Products are selected by our editors, we may earn commission from links on this page.
Netflix is trying to be more original, sacrificing in the process the thing that made us all love the streaming service in the first place.
King of the Hill and Oreos. That’s how I spent a solid few weeks of my life back in 2011 when I was first living on my own. Netflix provided the Mike Judge comedy and my blind love of chocolate and fake cream filling fueled the the rest. It was pure binge watching bliss in its infancy — watching a show I remember as a kid but never being able to fully enjoy. That’s what Netflix was.
That’s not what Netflix is anymore.
We all have a story like that, experiencing some (probably more than a few) binge sessions where we take in either a show we loved or a new show we missed the first time around. From The Larry Sanders Show to Friends; How I Met Your Mother and MASH. Hell, Breaking Bad became the giant hit it was thanks in large part to Netflix lobbing it a huge assist in the form of being able to binge the first few seasons and catch up. Like the X-Files and the early days of the internet, Breaking Bad will always be linked to Netflix.
Netflix and X-Files, however are now a different story and that sucks.
All things eventually change, and perhaps it’s a natural resistance to that which makes this hard but Netflix pivoting away from what made us all fall in love with the service initially is a hard pill to swallow.

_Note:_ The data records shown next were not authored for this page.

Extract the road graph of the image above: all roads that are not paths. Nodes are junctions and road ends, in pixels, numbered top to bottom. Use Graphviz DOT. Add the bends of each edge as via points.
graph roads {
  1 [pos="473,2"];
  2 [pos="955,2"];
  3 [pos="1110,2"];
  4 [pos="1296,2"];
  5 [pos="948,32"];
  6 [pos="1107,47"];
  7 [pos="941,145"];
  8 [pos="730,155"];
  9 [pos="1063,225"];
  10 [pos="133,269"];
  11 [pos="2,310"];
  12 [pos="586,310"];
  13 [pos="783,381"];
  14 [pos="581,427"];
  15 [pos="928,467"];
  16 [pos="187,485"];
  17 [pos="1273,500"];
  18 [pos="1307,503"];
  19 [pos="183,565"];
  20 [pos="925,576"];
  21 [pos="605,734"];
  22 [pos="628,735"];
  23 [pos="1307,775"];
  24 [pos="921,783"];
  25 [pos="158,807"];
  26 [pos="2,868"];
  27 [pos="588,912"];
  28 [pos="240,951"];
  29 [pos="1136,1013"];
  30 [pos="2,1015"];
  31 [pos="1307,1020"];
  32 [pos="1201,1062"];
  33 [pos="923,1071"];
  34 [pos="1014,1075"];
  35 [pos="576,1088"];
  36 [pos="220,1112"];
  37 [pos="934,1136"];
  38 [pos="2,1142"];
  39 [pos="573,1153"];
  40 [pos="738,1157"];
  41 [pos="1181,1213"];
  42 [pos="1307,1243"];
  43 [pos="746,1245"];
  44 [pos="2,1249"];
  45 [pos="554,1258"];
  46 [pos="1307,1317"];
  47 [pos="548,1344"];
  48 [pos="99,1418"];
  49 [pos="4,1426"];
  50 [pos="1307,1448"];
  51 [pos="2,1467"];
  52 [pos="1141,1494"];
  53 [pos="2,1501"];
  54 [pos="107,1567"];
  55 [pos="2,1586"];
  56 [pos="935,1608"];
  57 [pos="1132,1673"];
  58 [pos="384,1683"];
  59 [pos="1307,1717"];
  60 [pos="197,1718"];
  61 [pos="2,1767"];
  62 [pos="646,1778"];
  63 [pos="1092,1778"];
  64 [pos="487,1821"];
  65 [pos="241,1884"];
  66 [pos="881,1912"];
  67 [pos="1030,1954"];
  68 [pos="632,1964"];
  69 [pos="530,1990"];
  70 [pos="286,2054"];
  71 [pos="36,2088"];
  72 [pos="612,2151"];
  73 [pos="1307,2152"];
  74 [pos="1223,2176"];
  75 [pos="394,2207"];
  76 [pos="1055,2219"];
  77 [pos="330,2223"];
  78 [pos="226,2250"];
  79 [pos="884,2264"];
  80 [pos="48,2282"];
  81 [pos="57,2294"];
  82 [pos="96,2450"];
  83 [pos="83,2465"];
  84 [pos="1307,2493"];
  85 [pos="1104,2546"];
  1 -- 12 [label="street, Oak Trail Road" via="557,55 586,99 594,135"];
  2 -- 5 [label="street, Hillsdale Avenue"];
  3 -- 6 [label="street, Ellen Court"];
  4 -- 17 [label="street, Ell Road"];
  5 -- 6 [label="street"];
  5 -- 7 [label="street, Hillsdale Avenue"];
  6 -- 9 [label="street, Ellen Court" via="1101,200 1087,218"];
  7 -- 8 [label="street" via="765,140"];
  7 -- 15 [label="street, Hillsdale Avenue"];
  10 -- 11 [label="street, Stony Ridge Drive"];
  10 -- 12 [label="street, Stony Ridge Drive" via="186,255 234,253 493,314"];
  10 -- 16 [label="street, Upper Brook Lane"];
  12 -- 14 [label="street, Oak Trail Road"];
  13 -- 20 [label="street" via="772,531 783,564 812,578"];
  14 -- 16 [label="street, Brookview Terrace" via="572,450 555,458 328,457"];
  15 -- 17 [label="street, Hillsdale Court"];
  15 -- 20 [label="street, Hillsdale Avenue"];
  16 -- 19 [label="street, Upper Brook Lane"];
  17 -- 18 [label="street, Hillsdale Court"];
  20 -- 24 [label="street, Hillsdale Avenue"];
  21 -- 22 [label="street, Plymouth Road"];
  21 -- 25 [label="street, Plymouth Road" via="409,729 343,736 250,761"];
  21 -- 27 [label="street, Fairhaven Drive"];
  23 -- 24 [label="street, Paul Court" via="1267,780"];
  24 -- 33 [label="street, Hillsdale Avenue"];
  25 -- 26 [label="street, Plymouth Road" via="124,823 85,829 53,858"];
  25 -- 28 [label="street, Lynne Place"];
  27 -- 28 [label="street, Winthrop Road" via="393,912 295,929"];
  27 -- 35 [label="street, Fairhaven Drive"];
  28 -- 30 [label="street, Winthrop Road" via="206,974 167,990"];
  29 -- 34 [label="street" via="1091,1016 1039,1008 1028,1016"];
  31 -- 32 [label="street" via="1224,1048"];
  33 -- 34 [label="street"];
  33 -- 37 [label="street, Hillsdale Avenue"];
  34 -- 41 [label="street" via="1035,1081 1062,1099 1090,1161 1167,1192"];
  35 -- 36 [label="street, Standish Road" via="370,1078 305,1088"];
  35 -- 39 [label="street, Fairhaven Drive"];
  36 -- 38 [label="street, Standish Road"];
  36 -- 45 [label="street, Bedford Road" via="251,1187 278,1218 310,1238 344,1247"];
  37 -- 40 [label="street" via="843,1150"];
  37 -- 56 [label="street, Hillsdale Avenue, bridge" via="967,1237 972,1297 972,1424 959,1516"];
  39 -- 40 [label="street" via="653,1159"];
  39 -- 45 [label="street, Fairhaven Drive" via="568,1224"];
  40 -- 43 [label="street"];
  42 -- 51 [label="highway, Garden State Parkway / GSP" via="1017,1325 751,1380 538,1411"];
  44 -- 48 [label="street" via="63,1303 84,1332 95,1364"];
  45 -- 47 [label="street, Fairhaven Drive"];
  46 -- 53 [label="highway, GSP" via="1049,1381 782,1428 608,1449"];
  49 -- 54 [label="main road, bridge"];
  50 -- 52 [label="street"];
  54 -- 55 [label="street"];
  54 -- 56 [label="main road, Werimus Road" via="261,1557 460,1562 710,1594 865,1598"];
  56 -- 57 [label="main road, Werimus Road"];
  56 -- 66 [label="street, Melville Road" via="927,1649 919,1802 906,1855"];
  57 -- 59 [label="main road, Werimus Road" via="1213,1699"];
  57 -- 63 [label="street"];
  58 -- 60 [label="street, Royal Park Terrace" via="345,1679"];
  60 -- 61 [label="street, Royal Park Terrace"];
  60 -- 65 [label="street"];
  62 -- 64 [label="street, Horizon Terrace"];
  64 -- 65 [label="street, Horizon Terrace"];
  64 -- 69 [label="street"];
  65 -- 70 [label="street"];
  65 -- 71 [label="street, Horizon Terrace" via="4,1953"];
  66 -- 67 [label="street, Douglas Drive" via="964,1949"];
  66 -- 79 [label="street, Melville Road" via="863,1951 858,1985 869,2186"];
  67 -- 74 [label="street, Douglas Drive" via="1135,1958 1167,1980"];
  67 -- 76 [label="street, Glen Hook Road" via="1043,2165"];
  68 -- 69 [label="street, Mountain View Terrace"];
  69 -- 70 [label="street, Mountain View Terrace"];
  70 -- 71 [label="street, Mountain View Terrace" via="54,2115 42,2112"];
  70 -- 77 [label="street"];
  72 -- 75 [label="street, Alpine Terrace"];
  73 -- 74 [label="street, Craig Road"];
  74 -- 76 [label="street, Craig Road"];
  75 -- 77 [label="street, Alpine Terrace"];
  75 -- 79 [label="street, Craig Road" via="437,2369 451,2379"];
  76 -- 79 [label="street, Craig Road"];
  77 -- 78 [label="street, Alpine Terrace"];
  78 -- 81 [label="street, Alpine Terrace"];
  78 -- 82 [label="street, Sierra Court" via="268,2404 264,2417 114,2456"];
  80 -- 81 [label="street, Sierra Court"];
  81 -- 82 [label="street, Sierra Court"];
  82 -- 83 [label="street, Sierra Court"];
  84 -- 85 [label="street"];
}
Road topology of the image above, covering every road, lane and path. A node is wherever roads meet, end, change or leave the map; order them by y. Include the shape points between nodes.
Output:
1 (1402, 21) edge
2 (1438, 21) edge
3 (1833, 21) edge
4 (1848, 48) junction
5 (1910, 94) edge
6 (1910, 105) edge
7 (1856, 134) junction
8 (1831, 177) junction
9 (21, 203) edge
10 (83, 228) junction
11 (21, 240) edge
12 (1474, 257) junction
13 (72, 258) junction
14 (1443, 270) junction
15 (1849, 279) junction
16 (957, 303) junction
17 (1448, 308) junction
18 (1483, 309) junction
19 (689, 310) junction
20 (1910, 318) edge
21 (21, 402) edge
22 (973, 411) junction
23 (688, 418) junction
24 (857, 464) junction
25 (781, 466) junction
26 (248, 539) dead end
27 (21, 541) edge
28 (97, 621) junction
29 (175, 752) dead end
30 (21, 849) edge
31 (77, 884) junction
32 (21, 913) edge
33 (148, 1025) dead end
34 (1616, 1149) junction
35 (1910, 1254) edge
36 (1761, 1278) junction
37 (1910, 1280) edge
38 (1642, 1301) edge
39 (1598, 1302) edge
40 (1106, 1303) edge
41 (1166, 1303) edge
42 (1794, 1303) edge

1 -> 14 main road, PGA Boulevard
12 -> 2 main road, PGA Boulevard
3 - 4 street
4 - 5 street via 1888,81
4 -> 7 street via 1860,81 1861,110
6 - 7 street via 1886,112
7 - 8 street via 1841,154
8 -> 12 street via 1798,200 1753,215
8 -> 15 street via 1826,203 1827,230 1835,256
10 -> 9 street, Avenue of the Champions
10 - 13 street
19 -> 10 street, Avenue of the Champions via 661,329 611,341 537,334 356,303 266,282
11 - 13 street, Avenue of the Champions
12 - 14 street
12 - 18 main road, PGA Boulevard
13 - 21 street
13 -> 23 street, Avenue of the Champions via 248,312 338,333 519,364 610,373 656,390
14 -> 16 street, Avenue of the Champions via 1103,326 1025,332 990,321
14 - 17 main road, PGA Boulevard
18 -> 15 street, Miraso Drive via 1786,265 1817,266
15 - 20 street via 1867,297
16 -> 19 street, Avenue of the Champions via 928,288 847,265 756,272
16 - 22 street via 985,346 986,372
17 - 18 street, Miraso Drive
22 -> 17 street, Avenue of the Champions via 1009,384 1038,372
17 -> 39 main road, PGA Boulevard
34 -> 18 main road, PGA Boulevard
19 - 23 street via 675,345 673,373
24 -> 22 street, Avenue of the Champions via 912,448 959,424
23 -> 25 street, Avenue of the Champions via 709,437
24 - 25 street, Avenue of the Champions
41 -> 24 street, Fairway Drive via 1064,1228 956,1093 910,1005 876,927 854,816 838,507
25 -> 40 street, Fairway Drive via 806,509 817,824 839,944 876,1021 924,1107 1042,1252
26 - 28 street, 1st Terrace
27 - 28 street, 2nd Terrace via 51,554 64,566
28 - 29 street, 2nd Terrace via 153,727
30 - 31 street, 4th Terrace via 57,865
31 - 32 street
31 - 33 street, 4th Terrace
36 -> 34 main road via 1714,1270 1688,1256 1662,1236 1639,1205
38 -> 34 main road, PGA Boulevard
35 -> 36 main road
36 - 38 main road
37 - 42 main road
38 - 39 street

You’ve probably heard by now but Netflix is blowtorching shows like X-Files, Scrubs, Buffy, Bob’s Burger, American Dad and a slew of other binge-able “old” shows to pave the way for original content. This comes after they — over the years — axed stalwarts like King of the Hill, Doctor Who, Everybody Loves Raymond and MASH.
The home for binge watching your favorite classics closed up and moved to a new neighborhood.
What this basically means is we’re going to get a couple hundred shows we won’t watch in order to get one or two House of Cards or Stranger Things. Let’s be honest, the ratio of Netflix originals that we like to the ones we skip over to get to the shows they’re now axing is very high. We can pretend we’re all about Kimmy Schmidt or Chewing Gum but most of us are pretending so no one thinks we’re uncool or not hip.
To be fair, Netflix investing $1B in original content is not unsurprising. Ever since House of Cards made the service a legit network threat, the idea of producing more original content is a seed that has grown and grown.
Then came Orange is the New Black, Narcos, Stranger Things, Adam Sandler original movies and the acquisition of original Marvel spinoffs. All of those properties ended up being massive successes as far as streaming numbers were concerned and hammered in the final nail in the coffin of the old ways.
But with the original content and the lust for critical acclaim in the form of award hardware comes the other edge of that sword. Already Amazon is infringing on Netflix’s original content turf and Hulu has been happily picking up the scraps tossed aside by both parties as the arms race intensifies.
Perhaps this is just the cost of doing business clashing with dual-nostelgia (binge watching old shows and being fond of the days where we could binge watch old shows), but it still stings. Netflix was never going to be the same thing forever but it’s that end of an era and a return to the dark ages of home video purchases for those looking to indulge in the world of television yesteryear.